◆ **Exercise objective**
Print the entries exactly as given.

[Dataset items]
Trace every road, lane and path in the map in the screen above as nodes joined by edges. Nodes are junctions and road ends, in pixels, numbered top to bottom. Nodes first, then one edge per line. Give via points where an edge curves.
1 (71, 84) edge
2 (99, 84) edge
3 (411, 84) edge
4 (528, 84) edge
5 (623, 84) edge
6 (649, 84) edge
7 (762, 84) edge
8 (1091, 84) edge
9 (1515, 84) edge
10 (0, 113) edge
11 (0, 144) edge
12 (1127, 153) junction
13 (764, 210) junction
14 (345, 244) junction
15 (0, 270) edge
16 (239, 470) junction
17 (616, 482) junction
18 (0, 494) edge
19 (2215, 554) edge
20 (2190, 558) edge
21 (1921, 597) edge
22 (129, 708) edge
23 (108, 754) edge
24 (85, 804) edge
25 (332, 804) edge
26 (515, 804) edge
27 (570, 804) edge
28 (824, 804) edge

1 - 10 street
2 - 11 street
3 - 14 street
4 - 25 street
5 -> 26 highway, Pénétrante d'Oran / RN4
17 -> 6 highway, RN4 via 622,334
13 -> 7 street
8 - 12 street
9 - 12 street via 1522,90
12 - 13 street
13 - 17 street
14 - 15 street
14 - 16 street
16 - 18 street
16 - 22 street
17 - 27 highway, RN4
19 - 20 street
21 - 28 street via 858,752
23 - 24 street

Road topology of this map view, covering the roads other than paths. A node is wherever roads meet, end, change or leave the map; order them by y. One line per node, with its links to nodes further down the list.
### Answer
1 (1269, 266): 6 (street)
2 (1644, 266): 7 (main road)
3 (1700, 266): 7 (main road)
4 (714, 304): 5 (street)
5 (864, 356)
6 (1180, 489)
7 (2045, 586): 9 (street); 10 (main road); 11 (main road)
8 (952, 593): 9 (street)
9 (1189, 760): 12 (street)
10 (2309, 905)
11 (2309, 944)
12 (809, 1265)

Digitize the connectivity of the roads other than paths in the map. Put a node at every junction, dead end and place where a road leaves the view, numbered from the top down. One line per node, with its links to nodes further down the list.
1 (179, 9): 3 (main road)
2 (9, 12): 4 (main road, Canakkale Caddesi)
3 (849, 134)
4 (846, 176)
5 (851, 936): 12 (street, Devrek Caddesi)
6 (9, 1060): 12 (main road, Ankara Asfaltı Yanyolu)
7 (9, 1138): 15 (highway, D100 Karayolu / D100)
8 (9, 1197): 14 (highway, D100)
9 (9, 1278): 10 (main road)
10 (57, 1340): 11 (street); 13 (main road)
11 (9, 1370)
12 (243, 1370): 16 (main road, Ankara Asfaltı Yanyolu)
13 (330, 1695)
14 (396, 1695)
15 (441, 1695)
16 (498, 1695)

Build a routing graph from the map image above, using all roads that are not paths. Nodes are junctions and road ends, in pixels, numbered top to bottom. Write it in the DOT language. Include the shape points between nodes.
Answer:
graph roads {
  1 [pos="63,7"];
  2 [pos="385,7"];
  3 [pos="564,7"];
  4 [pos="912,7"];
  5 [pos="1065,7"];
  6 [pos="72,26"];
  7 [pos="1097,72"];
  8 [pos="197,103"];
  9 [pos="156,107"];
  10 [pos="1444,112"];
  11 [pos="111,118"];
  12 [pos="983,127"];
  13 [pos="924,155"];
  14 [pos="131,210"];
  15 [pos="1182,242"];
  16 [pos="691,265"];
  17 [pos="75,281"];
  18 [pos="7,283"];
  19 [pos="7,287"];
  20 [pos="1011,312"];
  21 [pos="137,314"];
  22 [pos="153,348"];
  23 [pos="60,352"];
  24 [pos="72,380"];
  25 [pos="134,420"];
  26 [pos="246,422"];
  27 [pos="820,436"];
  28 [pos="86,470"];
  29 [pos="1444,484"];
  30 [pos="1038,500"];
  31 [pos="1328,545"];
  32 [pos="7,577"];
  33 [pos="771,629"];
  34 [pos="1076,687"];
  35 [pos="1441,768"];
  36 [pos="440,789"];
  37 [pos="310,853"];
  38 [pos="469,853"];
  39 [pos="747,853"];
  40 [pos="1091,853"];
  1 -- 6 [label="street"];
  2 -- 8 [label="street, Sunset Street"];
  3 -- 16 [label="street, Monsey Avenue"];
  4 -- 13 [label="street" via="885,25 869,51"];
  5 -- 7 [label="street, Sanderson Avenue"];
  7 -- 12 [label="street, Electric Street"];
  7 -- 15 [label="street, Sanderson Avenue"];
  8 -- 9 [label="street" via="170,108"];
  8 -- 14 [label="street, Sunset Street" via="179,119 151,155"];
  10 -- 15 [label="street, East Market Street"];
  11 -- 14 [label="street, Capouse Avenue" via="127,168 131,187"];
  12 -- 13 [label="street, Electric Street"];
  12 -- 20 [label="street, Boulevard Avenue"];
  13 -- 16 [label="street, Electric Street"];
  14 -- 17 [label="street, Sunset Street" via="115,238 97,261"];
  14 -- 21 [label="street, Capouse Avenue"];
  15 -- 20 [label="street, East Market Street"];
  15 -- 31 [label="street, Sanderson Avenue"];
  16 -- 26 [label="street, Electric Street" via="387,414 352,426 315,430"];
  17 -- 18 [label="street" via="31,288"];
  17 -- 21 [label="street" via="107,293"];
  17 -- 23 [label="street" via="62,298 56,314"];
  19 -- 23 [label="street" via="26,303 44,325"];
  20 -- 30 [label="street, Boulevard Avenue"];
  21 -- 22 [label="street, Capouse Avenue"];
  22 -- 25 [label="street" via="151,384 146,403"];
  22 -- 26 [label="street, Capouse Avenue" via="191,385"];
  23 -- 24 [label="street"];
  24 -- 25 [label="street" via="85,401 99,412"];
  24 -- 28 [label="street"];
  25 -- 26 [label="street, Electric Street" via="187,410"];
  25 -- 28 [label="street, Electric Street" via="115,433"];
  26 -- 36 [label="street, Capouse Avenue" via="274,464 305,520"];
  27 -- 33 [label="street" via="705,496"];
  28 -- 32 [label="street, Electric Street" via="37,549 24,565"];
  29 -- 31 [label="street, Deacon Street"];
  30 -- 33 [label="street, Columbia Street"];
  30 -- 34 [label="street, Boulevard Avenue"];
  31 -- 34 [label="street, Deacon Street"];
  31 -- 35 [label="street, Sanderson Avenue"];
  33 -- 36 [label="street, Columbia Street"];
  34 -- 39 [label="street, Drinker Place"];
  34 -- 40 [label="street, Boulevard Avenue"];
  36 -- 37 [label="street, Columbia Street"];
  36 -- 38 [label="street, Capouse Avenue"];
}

◆ **Response area**
Trace every road, lane and path in the map in the screen above as nodes joined by edges. Nodes are junctions and road ends, in pixels, numbered top to bottom. Nodes first, then one edge per line. Give via points where an edge curves.
1 (71, 84) edge
2 (99, 84) edge
3 (411, 84) edge
4 (528, 84) edge
5 (623, 84) edge
6 (649, 84) edge
7 (762, 84) edge
8 (1091, 84) edge
9 (1515, 84) edge
10 (0, 113) edge
11 (0, 144) edge
12 (1127, 153) junction
13 (764, 210) junction
14 (345, 244) junction
15 (0, 270) edge
16 (239, 470) junction
17 (616, 482) junction
18 (0, 494) edge
19 (2215, 554) edge
20 (2190, 558) edge
21 (1921, 597) edge
22 (129, 708) edge
23 (108, 754) edge
24 (85, 804) edge
25 (332, 804) edge
26 (515, 804) edge
27 (570, 804) edge
28 (824, 804) edge

1 - 10 street
2 - 11 street
3 - 14 street
4 - 25 street
5 -> 26 highway, Pénétrante d'Oran / RN4
17 -> 6 highway, RN4 via 622,334
13 -> 7 street
8 - 12 street
9 - 12 street via 1522,90
12 - 13 street
13 - 17 street
14 - 15 street
14 - 16 street
16 - 18 street
16 - 22 street
17 - 27 highway, RN4
19 - 20 street
21 - 28 street via 858,752
23 - 24 street

Road topology of this map view, covering the roads other than paths. A node is wherever roads meet, end, change or leave the map; order them by y. One line per node, with its links to nodes further down the list.
### Answer
1 (1269, 266): 6 (street)
2 (1644, 266): 7 (main road)
3 (1700, 266): 7 (main road)
4 (714, 304): 5 (street)
5 (864, 356)
6 (1180, 489)
7 (2045, 586): 9 (street); 10 (main road); 11 (main road)
8 (952, 593): 9 (street)
9 (1189, 760): 12 (street)
10 (2309, 905)
11 (2309, 944)
12 (809, 1265)

Digitize the connectivity of the roads other than paths in the map. Put a node at every junction, dead end and place where a road leaves the view, numbered from the top down. One line per node, with its links to nodes further down the list.
1 (179, 9): 3 (main road)
2 (9, 12): 4 (main road, Canakkale Caddesi)
3 (849, 134)
4 (846, 176)
5 (851, 936): 12 (street, Devrek Caddesi)
6 (9, 1060): 12 (main road, Ankara Asfaltı Yanyolu)
7 (9, 1138): 15 (highway, D100 Karayolu / D100)
8 (9, 1197): 14 (highway, D100)
9 (9, 1278): 10 (main road)
10 (57, 1340): 11 (street); 13 (main road)
11 (9, 1370)
12 (243, 1370): 16 (main road, Ankara Asfaltı Yanyolu)
13 (330, 1695)
14 (396, 1695)
15 (441, 1695)
16 (498, 1695)

Build a routing graph from the map image above, using all roads that are not paths. Nodes are junctions and road ends, in pixels, numbered top to bottom. Write it in the DOT language. Include the shape points between nodes.
Answer:
graph roads {
  1 [pos="63,7"];
  2 [pos="385,7"];
  3 [pos="564,7"];
  4 [pos="912,7"];
  5 [pos="1065,7"];
  6 [pos="72,26"];
  7 [pos="1097,72"];
  8 [pos="197,103"];
  9 [pos="156,107"];
  10 [pos="1444,112"];
  11 [pos="111,118"];
  12 [pos="983,127"];
  13 [pos="924,155"];
  14 [pos="131,210"];
  15 [pos="1182,242"];
  16 [pos="691,265"];
  17 [pos="75,281"];
  18 [pos="7,283"];
  19 [pos="7,287"];
  20 [pos="1011,312"];
  21 [pos="137,314"];
  22 [pos="153,348"];
  23 [pos="60,352"];
  24 [pos="72,380"];
  25 [pos="134,420"];
  26 [pos="246,422"];
  27 [pos="820,436"];
  28 [pos="86,470"];
  29 [pos="1444,484"];
  30 [pos="1038,500"];
  31 [pos="1328,545"];
  32 [pos="7,577"];
  33 [pos="771,629"];
  34 [pos="1076,687"];
  35 [pos="1441,768"];
  36 [pos="440,789"];
  37 [pos="310,853"];
  38 [pos="469,853"];
  39 [pos="747,853"];
  40 [pos="1091,853"];
  1 -- 6 [label="street"];
  2 -- 8 [label="street, Sunset Street"];
  3 -- 16 [label="street, Monsey Avenue"];
  4 -- 13 [label="street" via="885,25 869,51"];
  5 -- 7 [label="street, Sanderson Avenue"];
  7 -- 12 [label="street, Electric Street"];
  7 -- 15 [label="street, Sanderson Avenue"];
  8 -- 9 [label="street" via="170,108"];
  8 -- 14 [label="street, Sunset Street" via="179,119 151,155"];
  10 -- 15 [label="street, East Market Street"];
  11 -- 14 [label="street, Capouse Avenue" via="127,168 131,187"];
  12 -- 13 [label="street, Electric Street"];
  12 -- 20 [label="street, Boulevard Avenue"];
  13 -- 16 [label="street, Electric Street"];
  14 -- 17 [label="street, Sunset Street" via="115,238 97,261"];
  14 -- 21 [label="street, Capouse Avenue"];
  15 -- 20 [label="street, East Market Street"];
  15 -- 31 [label="street, Sanderson Avenue"];
  16 -- 26 [label="street, Electric Street" via="387,414 352,426 315,430"];
  17 -- 18 [label="street" via="31,288"];
  17 -- 21 [label="street" via="107,293"];
  17 -- 23 [label="street" via="62,298 56,314"];
  19 -- 23 [label="street" via="26,303 44,325"];
  20 -- 30 [label="street, Boulevard Avenue"];
  21 -- 22 [label="street, Capouse Avenue"];
  22 -- 25 [label="street" via="151,384 146,403"];
  22 -- 26 [label="street, Capouse Avenue" via="191,385"];
  23 -- 24 [label="street"];
  24 -- 25 [label="street" via="85,401 99,412"];
  24 -- 28 [label="street"];
  25 -- 26 [label="street, Electric Street" via="187,410"];
  25 -- 28 [label="street, Electric Street" via="115,433"];
  26 -- 36 [label="street, Capouse Avenue" via="274,464 305,520"];
  27 -- 33 [label="street" via="705,496"];
  28 -- 32 [label="street, Electric Street" via="37,549 24,565"];
  29 -- 31 [label="street, Deacon Street"];
  30 -- 33 [label="street, Columbia Street"];
  30 -- 34 [label="street, Boulevard Avenue"];
  31 -- 34 [label="street, Deacon Street"];
  31 -- 35 [label="street, Sanderson Avenue"];
  33 -- 36 [label="street, Columbia Street"];
  34 -- 39 [label="street, Drinker Place"];
  34 -- 40 [label="street, Boulevard Avenue"];
  36 -- 37 [label="street, Columbia Street"];
  36 -- 38 [label="street, Capouse Avenue"];
}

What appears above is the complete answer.